Choleric and Phlegmatic patterns often differ most clearly around pace. Choleric patterns usually feel better once there is a decision, an owner, and movement. Phlegmatic patterns usually feel better when there is enough safety and patience for an honest answer.

## Pressure pattern

Under pressure, Choleric patterns often add force. Under pressure, Phlegmatic patterns often lower visible tension. The useful clue is whether pressure tries to create movement or preserve steadiness.

## Conflict pattern

A Choleric conflict pattern can sound sharper than intended when the person is trying to protect progress.
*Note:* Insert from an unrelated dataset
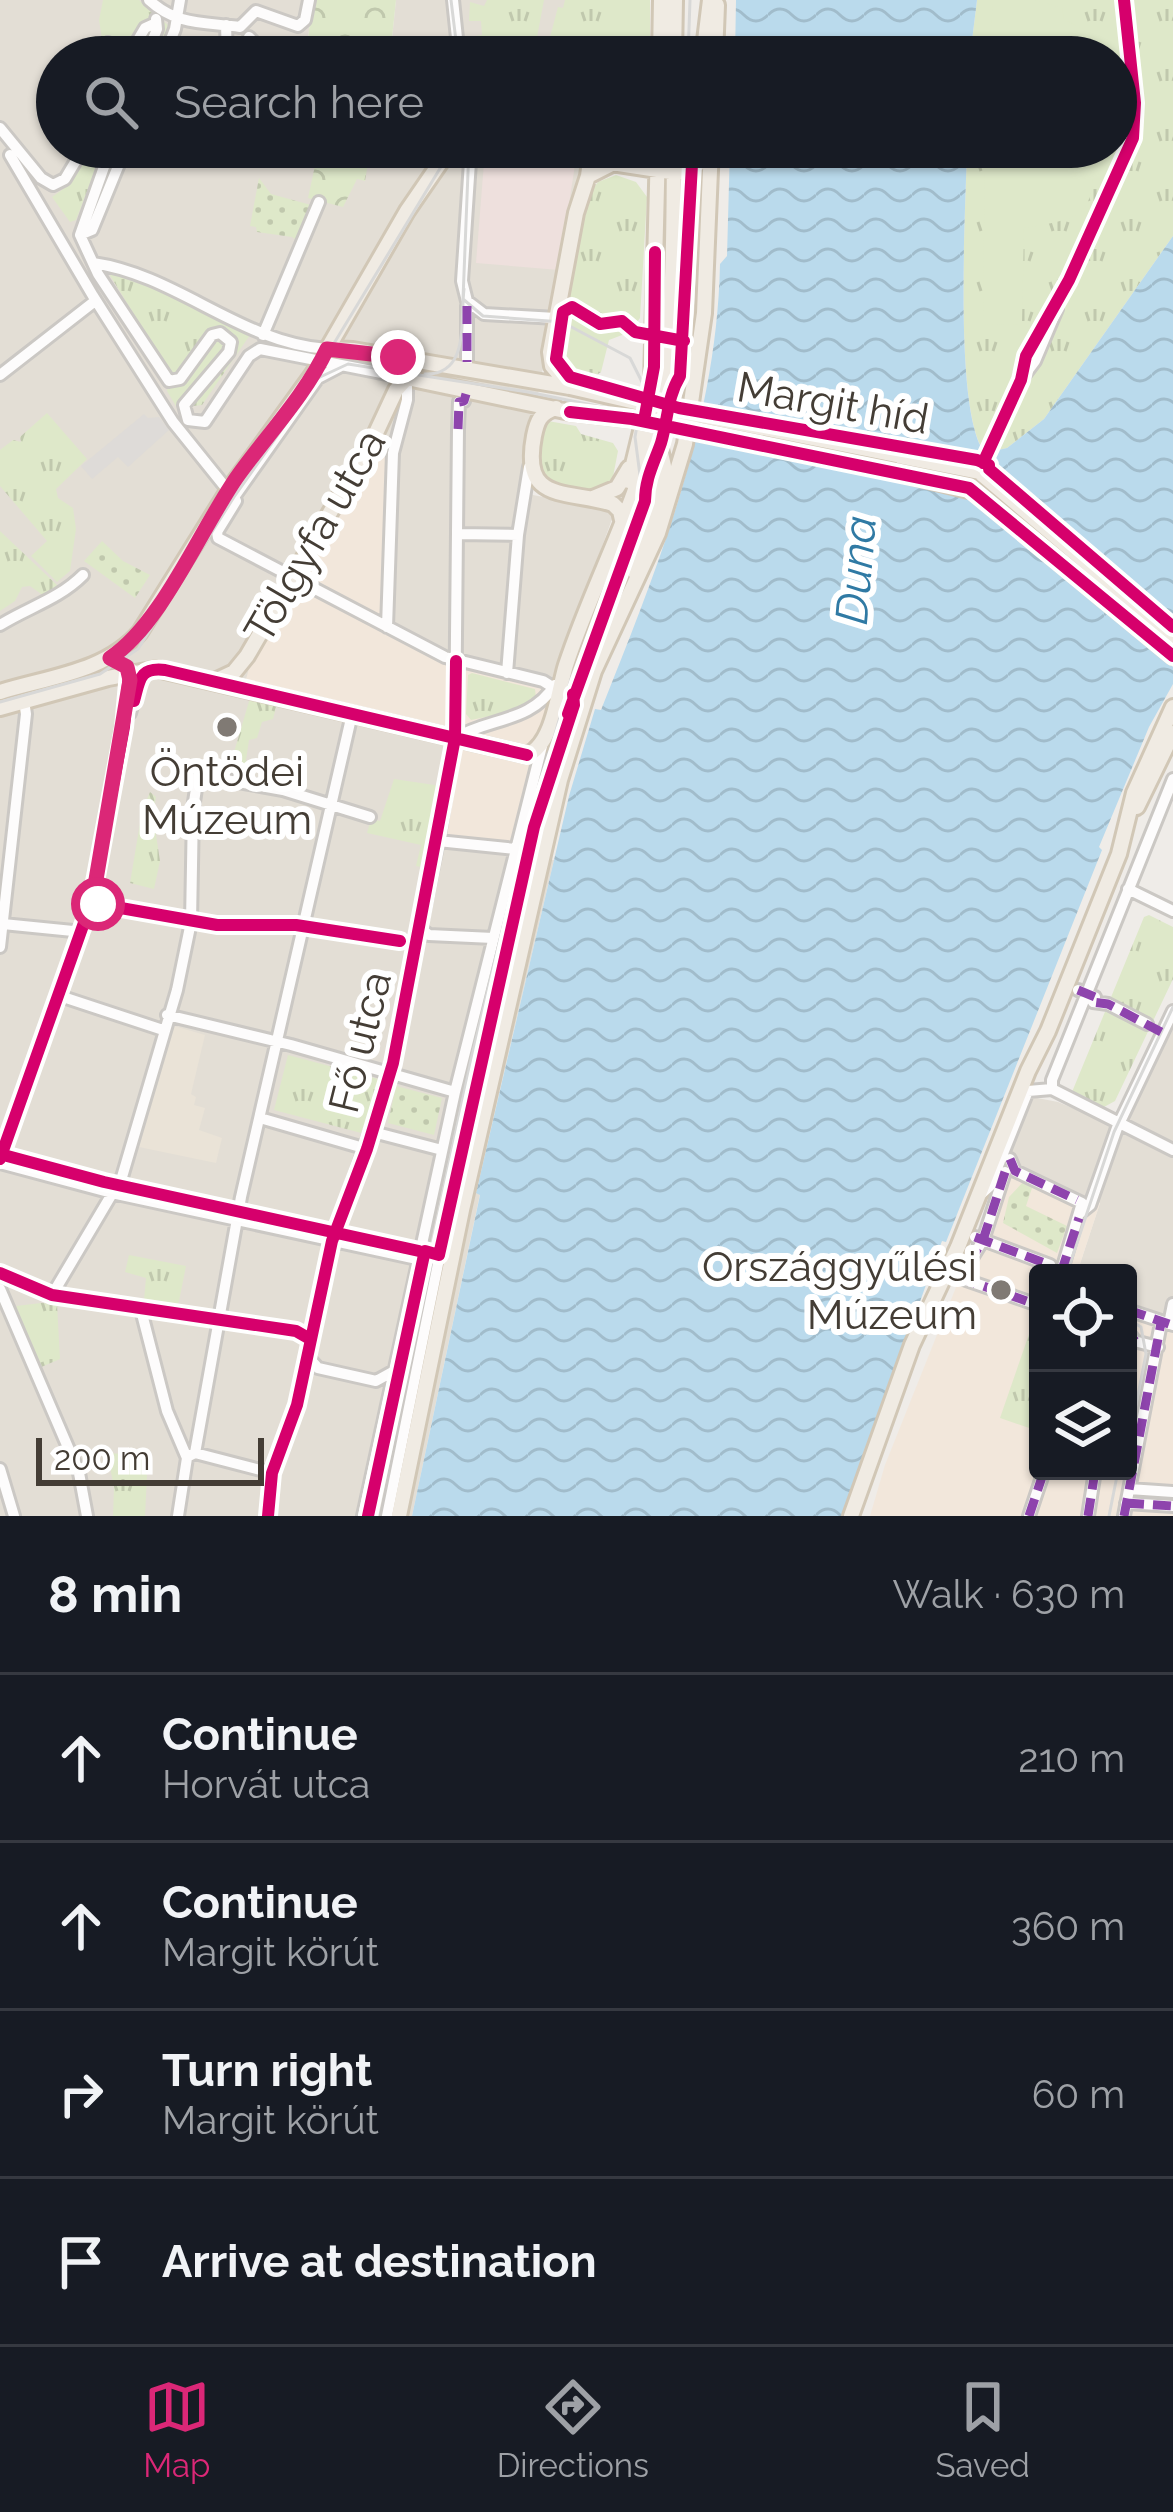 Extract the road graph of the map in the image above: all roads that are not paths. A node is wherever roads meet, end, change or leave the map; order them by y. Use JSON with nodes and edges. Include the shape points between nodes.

A Phlegmatic conflict pattern can sound more agreeable than it really is when the person is trying to protect peace.

## Follow-through

Choleric follow-through often comes through ownership and urgency. Phlegmatic follow-through often comes through reliability and patience.

## Common mistype

The common mistype is treating calm as one motive. A Choleric person can be calm when strategy requires patience. A Phlegmatic person can become firm when loyalty, safety, or fairness is at stake.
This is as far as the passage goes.